Pour les femmes, cette pression numérique semble être accompagnée d’un stress supplémentaire, celui du sexisme qui s’exprime même dans l’espace numérique. Près de 30% des salariées ont déclaré avoir déjà reçu des mails professionnels au contenu inapproprié, relevant parfois de la séduction ou même de demandes d’informations personnelles. Plus alarmant encore, les plus jeunes salariées sont les plus concernées : 45% des femmes de 18 à 24 ans disent avoir déjà reçu ce type de message.
Une communication biaisée par les rapports de pouvoir
Les femmes évoluant dans des postes à responsabilités ne sont pas épargnées. En effet, 53% des dirigeantes ont déclaré avoir été victimes de remarques remettant en cause leurs compétences via des courriels. Le médium électronique, souvent perçu comme un simple outil fonctionnel, devient un espace où se reproduisent les mêmes rapports de pouvoir que ceux visibles lors de discussions directes. La distance qu’implique le courriel, et l’apparente impunité qu’il offre, semble autoriser certains comportements qui seraient probablement moins fréquents dans des échanges en face à face.
L’étude souligne que ce biais dans les interactions professionnelles ne touche pas seulement les salariées, mais également les dirigeantes, qui sont souvent déconsidérées par leurs interlocuteurs. Les critiques visant le physique ou le caractère sont présentes dans 13% des cas, un chiffre qui témoigne de la persistance de pratiques discriminatoires même dans des échanges professionnels censés être purement techniques.

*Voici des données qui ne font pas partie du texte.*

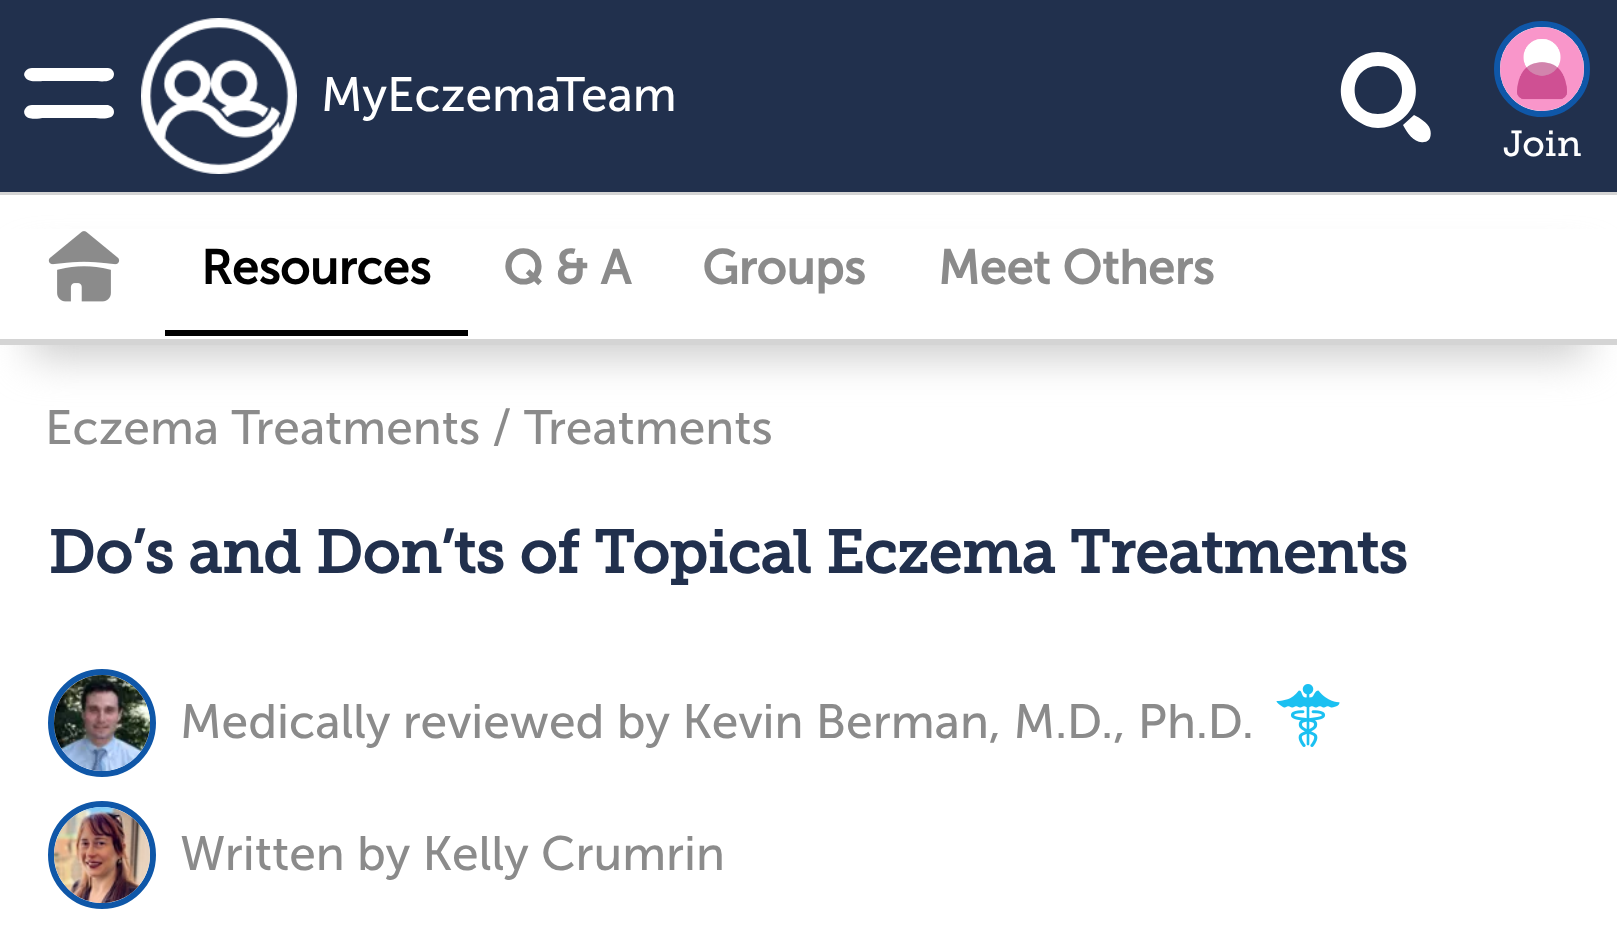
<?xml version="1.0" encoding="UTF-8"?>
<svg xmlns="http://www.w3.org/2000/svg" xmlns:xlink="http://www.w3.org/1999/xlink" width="1617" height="926">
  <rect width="100%" height="100%" fill="#ffffff" />
  <rect width="1617" height="192" fill="#21304d" />
  <path d="M 32 105 h 76 c 3 1 6 3 6 7 c 0 9 -16 6 -20 6 h -50 c -4 0 -16 3 -19 -3 c -3 -5 2 -10 7 -10 z m 0 -37 h 76 c 3 0 6 3 6 6 c 0 10 -16 7 -20 7 h -50 c -4 0 -16 2 -19 -4 c -3 -4 2 -9 7 -9 z" fill="#ffffff" />
  <image x="141" y="18" width="156" height="156" xlink:href="image1.png" />
  <path d="M 1414 115 c 6 3 14 8 16 14 c 1 3 1 6 0 9 c -1 2 -3 4 -6 4 c -9 2 -17 -9 -21 -17 z m -36 -63 c 36 0 52 47 23 68 c -7 5 -14 8 -23 8 c -8 0 -15 -3 -22 -8 c -29 -21 -13 -68 22 -68 z m 0 14 c -31 0 -31 48 0 48 c 32 0 32 -48 0 -48 z" fill="#ffffff" />
  <circle cx="1542" cy="69" r="45" fill="#ffffff" stroke="#0f57a8" stroke-width="6" />
  <image x="1500" y="27" width="84" height="84" xlink:href="image2.png" />
  <rect x="30" y="264" width="1557" height="93" fill="#cccccc" filter="blur(21px)" />
  <rect y="229" width="1617" height="110" fill="#ffffff" />
  <rect y="192" width="1617" height="3" fill="#d4d4d4" />
  <rect y="339" width="1617" height="6" fill="#d4d4d4" />
  <image x="48" y="231" width="72" height="71" xlink:href="image3.png" />
  <rect x="165" y="330" width="303" height="6" fill="#000000" />
  <circle cx="102" cy="723" r="51" fill="none" stroke="#0f57a8" stroke-width="6" />
  <image x="54" y="675" width="96" height="96" xlink:href="image4.png" />
  <image x="1276" y="684" width="64" height="63" xlink:href="image5.png" />
  <circle cx="102" cy="855" r="51" fill="none" stroke="#0f57a8" stroke-width="6" />
  <image x="54" y="807" width="96" height="96" xlink:href="image6.png" />
  <text x="321" y="111" style="font-family: Museo Sans; font-size: 48px; fill: #ffffff">MyEczemaTeam</text>
  <text x="1503" y="156" style="font-family: Museo Slab; font-size: 36px; fill: #ffffff">Join</text>
  <text x="201" y="284" style="font-family: Museo Sans; font-size: 48px; font-weight: bold; fill: #000000">Resources</text>
  <text x="503" y="284" style="font-family: Museo Sans; font-size: 48px; font-weight: bold; fill: #8b8b8b">Q &amp; A</text>
  <text x="702" y="284" style="font-family: Museo Sans; font-size: 48px; font-weight: bold; fill: #8b8b8b">Groups</text>
  <text x="938" y="284" style="font-family: Museo Sans; font-size: 48px; font-weight: bold; fill: #8b8b8b">Meet Others</text>
  <text x="45" y="444" style="font-family: Museo Sans; font-size: 48px; fill: #8b8b8b">Eczema Treatments</text>
  <text x="492" y="444" style="font-family: Museo Sans; font-size: 48px; fill: #8b8b8b">/</text>
  <text x="524" y="444" style="font-family: Museo Sans; font-size: 48px; fill: #8b8b8b">Treatments</text>
  <text x="48" y="573" style="font-family: Museo Slab; font-size: 60px; font-weight: bold; fill: #21304d">Do’s and Don’ts of Topical Eczema Treatments</text>
  <text x="180" y="738" style="font-family: Museo Sans; font-size: 48px; fill: #8b8b8b">Medically reviewed by Kevin Berman, M.D., Ph.D.</text>
  <text x="180" y="870" style="font-family: Museo Sans; font-size: 48px; fill: #8b8b8b">Written by Kelly Crumrin</text>
</svg>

L’intrusion des émojis et la question de la politesse
Les dynamiques de communication par courriel ne se limitent pas aux contenus explicites. L’étude met également en lumière l’usage différencié des émojis et des formules de politesse dans les mails professionnels. Si l’utilisation de smileys reste une pratique controversée (36% la jugent inappropriée, 31% la trouvent conviviale), il s’avère que cet usage est plus souvent jugé malvenu par les femmes, qui y voient une forme de manque de professionnalisme ou une tentative de minimiser la portée des propos.
Quant aux formules de politesse, celles-ci suscitent des réactions également différenciées. L’absence de formule de politesse à la fin d’un mail est perçue comme impolie par 55% des salariées, contre 46% des hommes. De plus, des expressions comme « Cordialement » agacent plus de 21% des salariés, quel que soit leur genre. On peut s’interroger sur la place de ces réflexions de convenances sociales dans un contexte où l’efficacité et la rapidité sont souvent de mise.
Les mails professionnels : un reflet des inégalités sociales ?
Ce constat soulève une question plus générale sur la nature même des communications professionnelles par mail : celles-ci seraient-elles le reflet fidèle des inégalités présentes dans la société, reproduisant et amplifiant des dynamiques de genre déjà présentes au sein des organisations ? Les chiffres présentés par l’étude sont sans appel : les femmes reçoivent plus de commentaires inappropriés, voient plus souvent leurs compétences mises en doute, et doivent naviguer dans un espace professionnel où leurs interactions sont biaisées par des préjugés et des attentes différentes.
Si le courriel est, à bien des égards, un outil démocratique permettant d’égaliser les rapports hiérarchiques, il est également un espace où se perpétuent des inégalités systémiques. Ainsi, le sexisme dans les mails professionnels n’est peut-être que la partie immergée de l’iceberg des inégalités de genre en entreprise. Les actions à mener pour réduire ces inégalités doivent prendre en compte non seulement les comportements visibles, mais aussi ces dynamiques discrètes qui se jouent dans la messagerie.
Pour prévenir ces dérives, il est essentiel de sensibiliser les employés et employeurs à l’impact de leurs communications, et de mettre en place des lignes directrices claires en matière de respect et de courtoisie dans les courriels. Par ailleurs, encourager une culture d’entreprise où les comportements sexistes sont fermement condamnés est un premier pas vers une véritable égalité dans le milieu professionnel.